TASK OBJECTIVE
Copy exactly the lines from the beginning of the data down to and including the line holding "thumb mcp: (125, 212)", without any pictures.

PROVIDED RECORDS
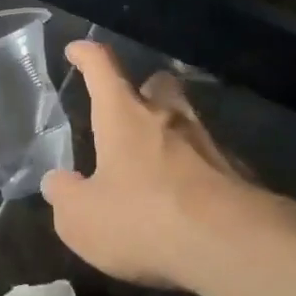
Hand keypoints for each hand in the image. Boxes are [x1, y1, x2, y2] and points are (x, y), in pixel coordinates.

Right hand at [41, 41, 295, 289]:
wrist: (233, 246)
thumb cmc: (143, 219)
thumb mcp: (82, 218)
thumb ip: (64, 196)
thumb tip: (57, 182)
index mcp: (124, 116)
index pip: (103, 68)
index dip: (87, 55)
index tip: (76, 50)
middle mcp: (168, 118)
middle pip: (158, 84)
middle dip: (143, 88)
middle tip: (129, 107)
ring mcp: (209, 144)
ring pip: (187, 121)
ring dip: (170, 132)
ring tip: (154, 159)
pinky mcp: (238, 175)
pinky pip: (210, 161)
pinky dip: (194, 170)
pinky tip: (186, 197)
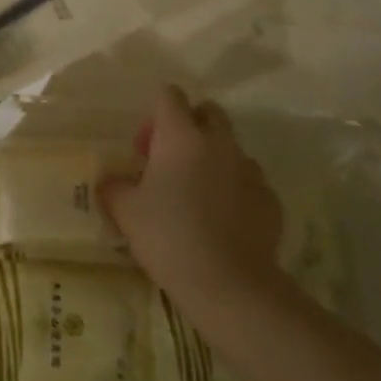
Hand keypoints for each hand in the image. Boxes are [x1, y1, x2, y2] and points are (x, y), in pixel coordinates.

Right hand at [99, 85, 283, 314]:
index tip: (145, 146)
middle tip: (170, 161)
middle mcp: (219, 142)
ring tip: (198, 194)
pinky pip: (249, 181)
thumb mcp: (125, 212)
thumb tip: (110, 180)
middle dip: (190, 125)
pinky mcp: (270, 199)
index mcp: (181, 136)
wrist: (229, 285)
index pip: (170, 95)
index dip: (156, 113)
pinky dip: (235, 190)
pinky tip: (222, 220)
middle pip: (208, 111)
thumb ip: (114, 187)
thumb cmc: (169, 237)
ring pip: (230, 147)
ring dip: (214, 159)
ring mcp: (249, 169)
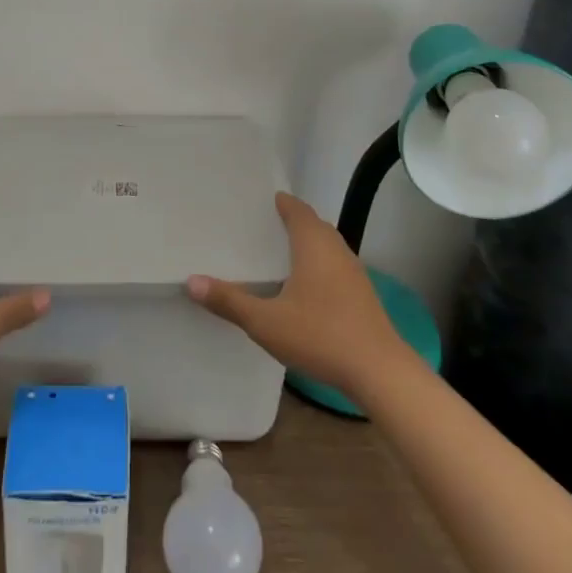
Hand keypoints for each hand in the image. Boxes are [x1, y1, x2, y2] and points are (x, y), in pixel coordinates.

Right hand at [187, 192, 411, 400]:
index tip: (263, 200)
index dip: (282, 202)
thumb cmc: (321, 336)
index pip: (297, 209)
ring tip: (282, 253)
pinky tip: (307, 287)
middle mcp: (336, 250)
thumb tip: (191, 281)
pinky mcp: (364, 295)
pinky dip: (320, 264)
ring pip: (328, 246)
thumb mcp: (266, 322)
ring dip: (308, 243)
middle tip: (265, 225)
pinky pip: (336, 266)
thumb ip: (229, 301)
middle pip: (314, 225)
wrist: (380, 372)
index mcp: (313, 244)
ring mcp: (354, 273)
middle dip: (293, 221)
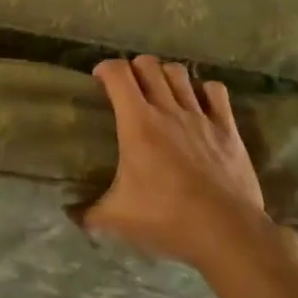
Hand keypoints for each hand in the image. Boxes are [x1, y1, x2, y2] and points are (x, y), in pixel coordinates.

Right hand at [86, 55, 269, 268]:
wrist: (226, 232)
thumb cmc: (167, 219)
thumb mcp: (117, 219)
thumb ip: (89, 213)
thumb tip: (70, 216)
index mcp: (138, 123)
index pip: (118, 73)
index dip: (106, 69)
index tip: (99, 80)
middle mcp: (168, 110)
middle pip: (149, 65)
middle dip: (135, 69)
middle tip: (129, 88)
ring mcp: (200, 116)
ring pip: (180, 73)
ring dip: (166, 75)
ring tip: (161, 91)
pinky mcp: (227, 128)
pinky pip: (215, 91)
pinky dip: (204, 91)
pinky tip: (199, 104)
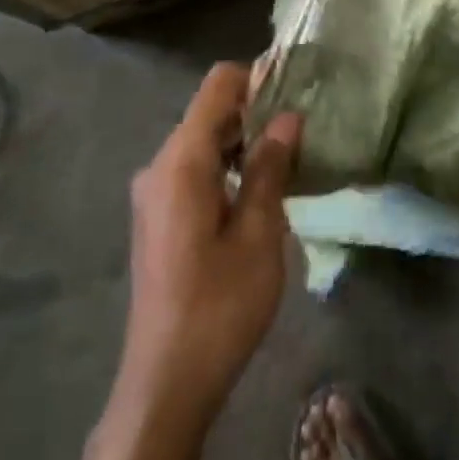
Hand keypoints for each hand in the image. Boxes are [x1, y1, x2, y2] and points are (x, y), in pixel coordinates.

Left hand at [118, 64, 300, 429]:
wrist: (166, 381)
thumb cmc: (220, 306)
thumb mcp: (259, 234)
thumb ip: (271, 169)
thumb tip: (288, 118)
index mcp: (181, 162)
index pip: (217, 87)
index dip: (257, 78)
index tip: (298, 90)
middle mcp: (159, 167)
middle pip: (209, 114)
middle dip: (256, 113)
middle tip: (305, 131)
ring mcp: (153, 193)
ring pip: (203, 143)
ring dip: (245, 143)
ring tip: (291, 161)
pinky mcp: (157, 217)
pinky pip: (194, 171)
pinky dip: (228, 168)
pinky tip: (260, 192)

SOLUTION TO THIS EXERCISE
Hand keypoints for each hand in the image. Boxes are [x1, y1, x2, y2] and points are (x, y), in pixel coordinates.

Right hand at [41, 41, 295, 289]:
wrist: (233, 246)
thumb cmc: (143, 219)
thumb mcp: (82, 218)
thumb ip: (64, 196)
thumb tip: (57, 182)
index mcp: (124, 116)
index pip: (103, 68)
index dip: (87, 55)
index tip: (76, 50)
middle mcp: (168, 118)
middle pip: (158, 84)
middle dip: (143, 88)
middle tip: (129, 107)
ring mcp: (209, 144)
ring pip: (187, 121)
ring dip: (170, 132)
ring tip: (154, 159)
pinky mcp: (238, 175)
pinky pip: (210, 161)
pinky dip: (194, 170)
pinky tip: (186, 197)
Hand keypoints for each hand in the image. Boxes are [x1, y1, x2, y2] and points are (x, y), in pixel coordinates.

Right hand at [99, 85, 283, 314]:
index tip: (145, 146)
middle tip: (170, 161)
middle mcp: (219, 142)
ring tip: (198, 194)
pinky pip: (249, 181)
thumb mcp: (125, 212)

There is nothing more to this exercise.